> What you have to do
Gather all lines from the material that contain the word "الملكة".
^^^^^^^^^^^^^^^^
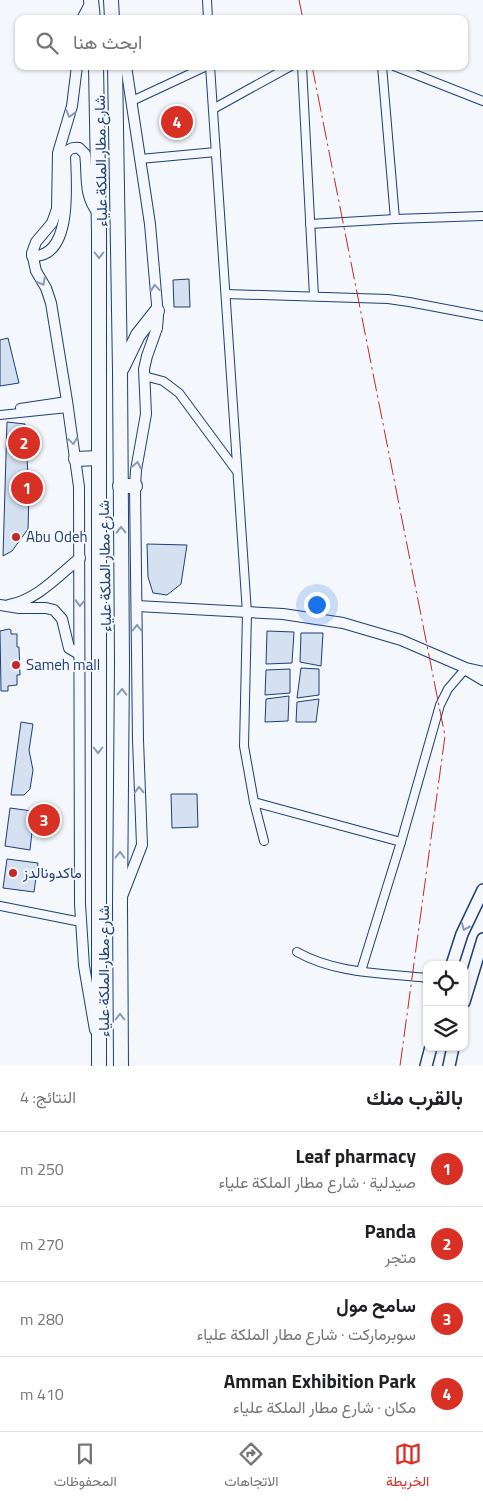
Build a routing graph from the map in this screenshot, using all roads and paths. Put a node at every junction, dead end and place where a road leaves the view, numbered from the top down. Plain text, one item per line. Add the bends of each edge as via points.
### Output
1 (111, 0) edge
2 (207, 0) edge
3 (91, 1) edge
4 (84, 15) edge
5 (93, 15) edge
6 (112, 15) edge
7 (115, 15) edge
8 (208, 15) edge
9 (76, 70) edge
10 (96, 70) edge
11 (115, 70) edge
12 (127, 70) edge
13 (199, 70) edge
14 (208, 70) edge
15 (284, 70) edge
16 (302, 70) edge
17 (382, 70) edge
18 (404, 70) edge
19 (132, 101) junction
20 (483, 101) edge
21 (213, 108) junction
22 (216, 152) junction
23 (140, 159) junction
24 (99, 213) junction
25 (483, 216) edge
26 (395, 219) junction
27 (310, 224) junction
28 (32, 256) junction
29 (226, 294) junction
30 (314, 296) junction
31 (157, 311) junction
32 (483, 316) edge
33 (120, 371) junction
34 (144, 376) junction
35 (68, 404) junction
36 (0, 411) edge
37 (0, 415) edge
38 (99, 458) junction
39 (76, 459) junction
40 (236, 470) junction
41 (120, 486) junction
42 (135, 486) junction
43 (80, 558) junction
44 (3, 606) edge
45 (137, 606) junction
46 (247, 613) junction
47 (79, 654) junction
48 (122, 663) junction
49 (136, 663) junction
50 (466, 668) junction
51 (483, 672) edge
52 (483, 680) edge
53 (254, 802) junction
54 (264, 841) dead end
55 (401, 842) junction
56 (483, 890) edge
57 (120, 905) junction
58 (0, 906) edge
59 (81, 922) junction
60 (483, 939) edge
61 (297, 952) dead end
62 (453, 961) edge
63 (361, 971) junction
64 (423, 978) edge
65 (468, 989) edge
66 (98, 1048) junction
67 (430, 1051) edge
68 (452, 1051) edge
69 (99, 1066) edge
70 (121, 1066) edge
71 (426, 1066) edge
72 (449, 1066) edge

1 - 6 highway
1 - 7 street
2 - 8 street
3 - 4 street
3 - 5 highway
9 -> 28 street via 72,106 58,154 57,209 48,230 33,246
10 - 24 highway, شارع مطار الملكة علياء
11 - 33 highway, شارع مطار الملكة علياء
12 - 19 street
13 - 19 street
14 - 21 street
15 - 21 street
16 - 27 street
17 - 26 street
18 - 20 street
19 - 23 street
21 - 22 street
22 - 23 street
22 - 29 street
31 -> 23 street via 152,237
24 - 28 street via 88,192 85,154 79,148 72,148 65,157 66,199 60,235 50,252
24 -> 38 highway, شارع مطار الملكة علياء
25 - 26 street
26 - 27 street
27 - 30 street
28 -> 35 street via 51,303
29 - 30 street
29 - 40 street
30 - 32 street via 409,302
31 - 33 highway via 141,331
31 - 34 street via 157,328
33 - 41 highway, شارع مطار الملكة علياء
34 - 40 street via 163,381 179,393
42 -> 34 street via 146,414
35 - 36 street
35 - 37 street
35 -> 39 street
38 - 39 highway
38 -> 66 highway, شارع مطار الملكة علياء
39 - 43 street
40 - 46 street
41 - 42 highway
48 -> 41 highway, شارع مطار الملكة علياء
42 - 45 street
43 - 44 street via 32,596
43 -> 47 street
44 - 47 street via 54,610 62,619 69,648
45 - 46 street
49 -> 45 street
46 - 50 street via 283,614 343,623 401,640
46 - 53 street via 243,738
47 - 59 street
48 - 49 highway
57 -> 48 highway, شارع مطار الملكة علياء
57 -> 49 street via 142,845
50 - 51 street
50 - 52 street
50 - 55 street via 448,689 440,705
53 - 54 street
53 - 55 street
55 - 63 street
56 -> 62 main road
70 -> 57 highway, شارع مطار الملكة علياء
58 - 59 street
59 - 66 street via 88,993
60 - 65 main road
61 - 63 street via 328,966
63 - 64 street
66 - 69 highway, شارع مطار الملكة علياء
67 - 71 main road
68 - 72 main road

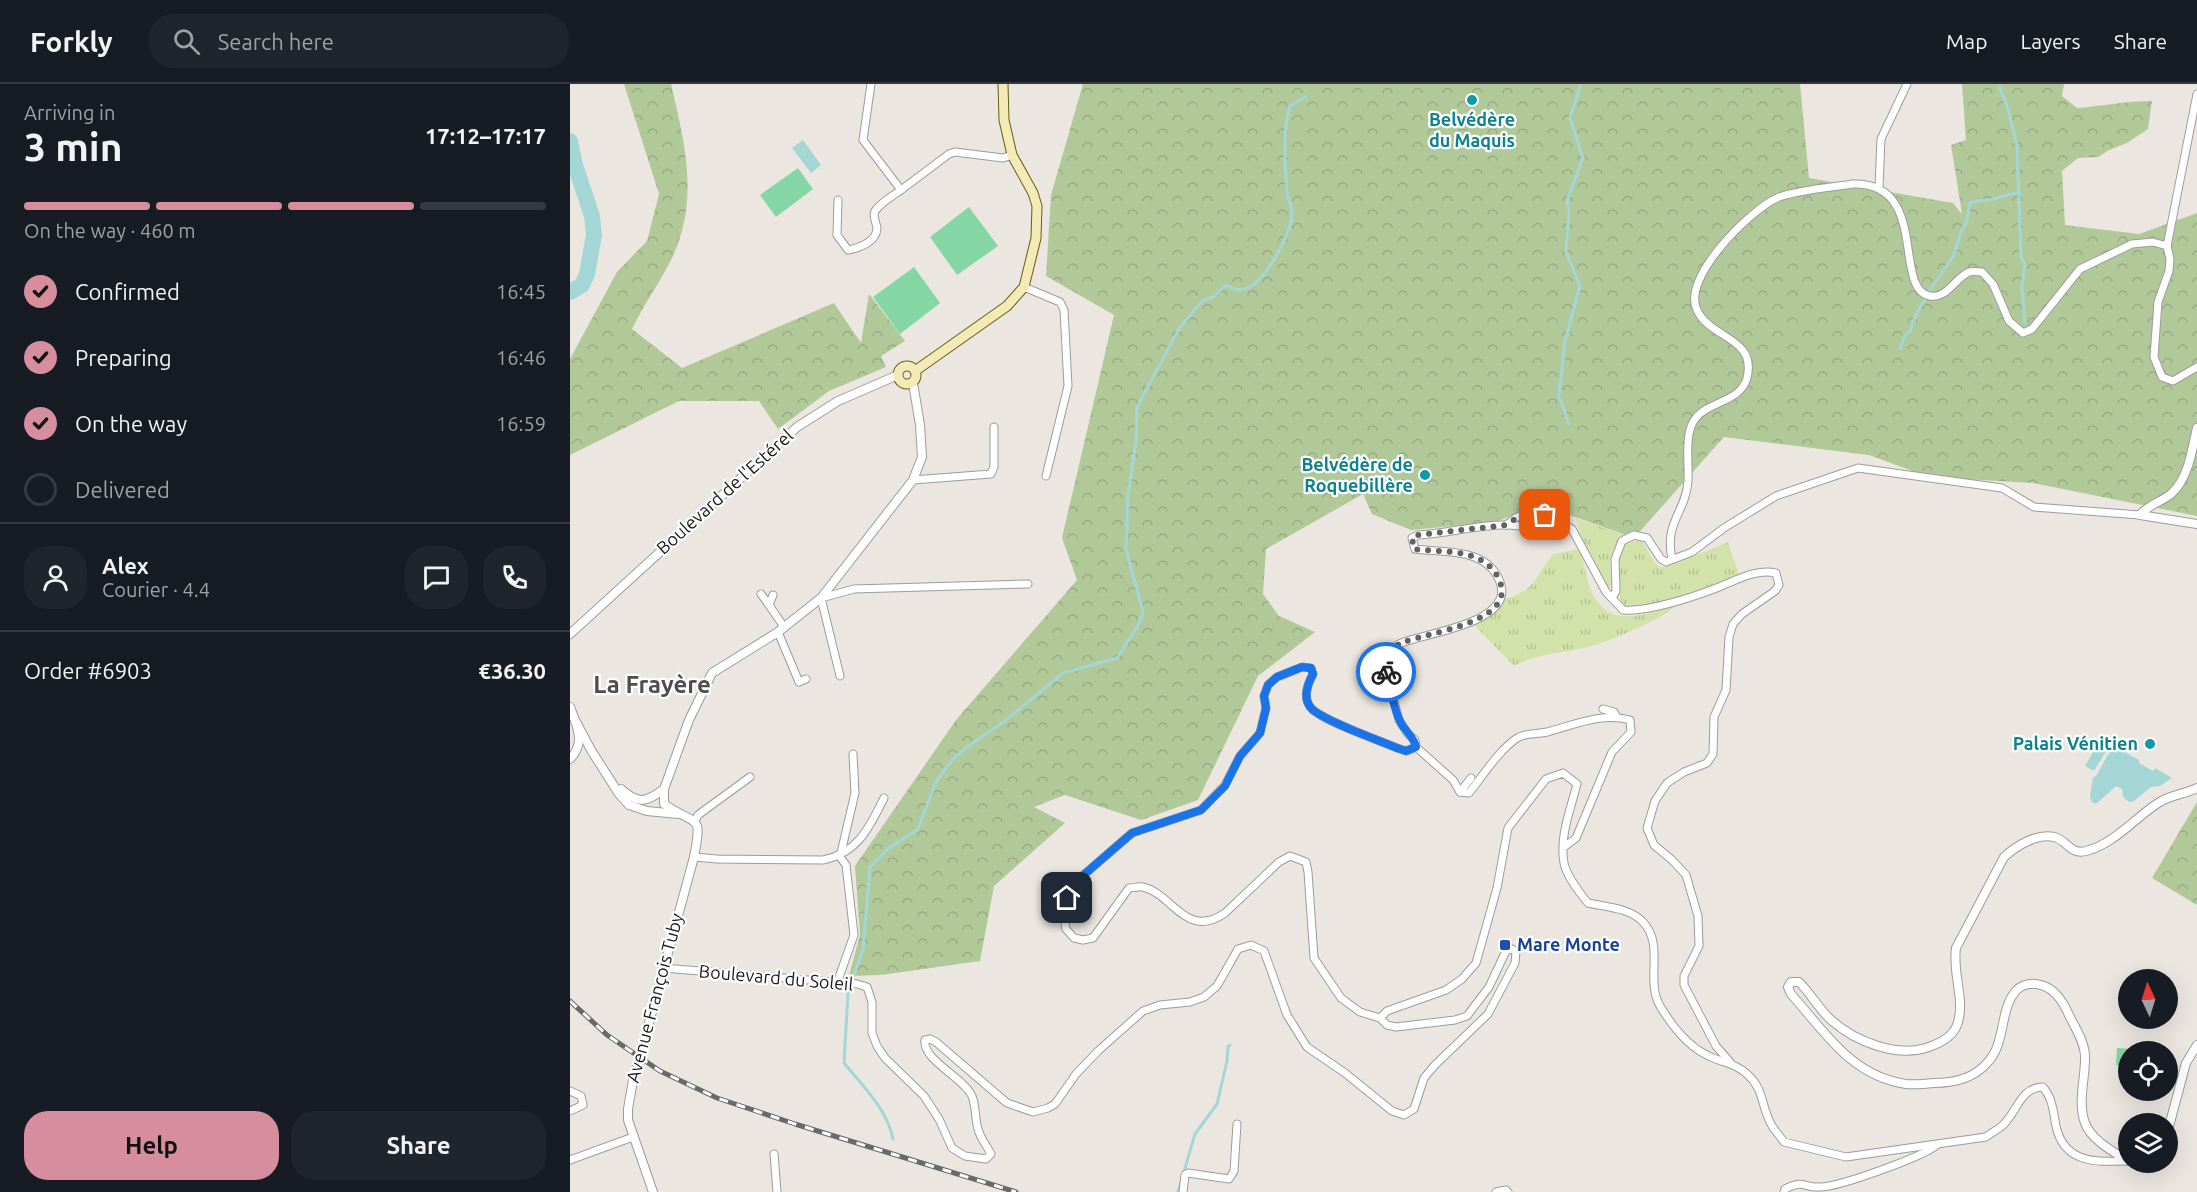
^^^^^^^^^^^^^^^^
> Answer box
10 - 24 highway, شارع مطار الملكة علياء
11 - 33 highway, شارع مطار الملكة علياء
24 -> 38 highway, شارع مطار الملكة علياء
33 - 41 highway, شارع مطار الملكة علياء
38 -> 66 highway, شارع مطار الملكة علياء
48 -> 41 highway, شارع مطار الملكة علياء
57 -> 48 highway, شارع مطار الملكة علياء
70 -> 57 highway, شارع مطار الملكة علياء
66 - 69 highway, شارع مطار الملكة علياء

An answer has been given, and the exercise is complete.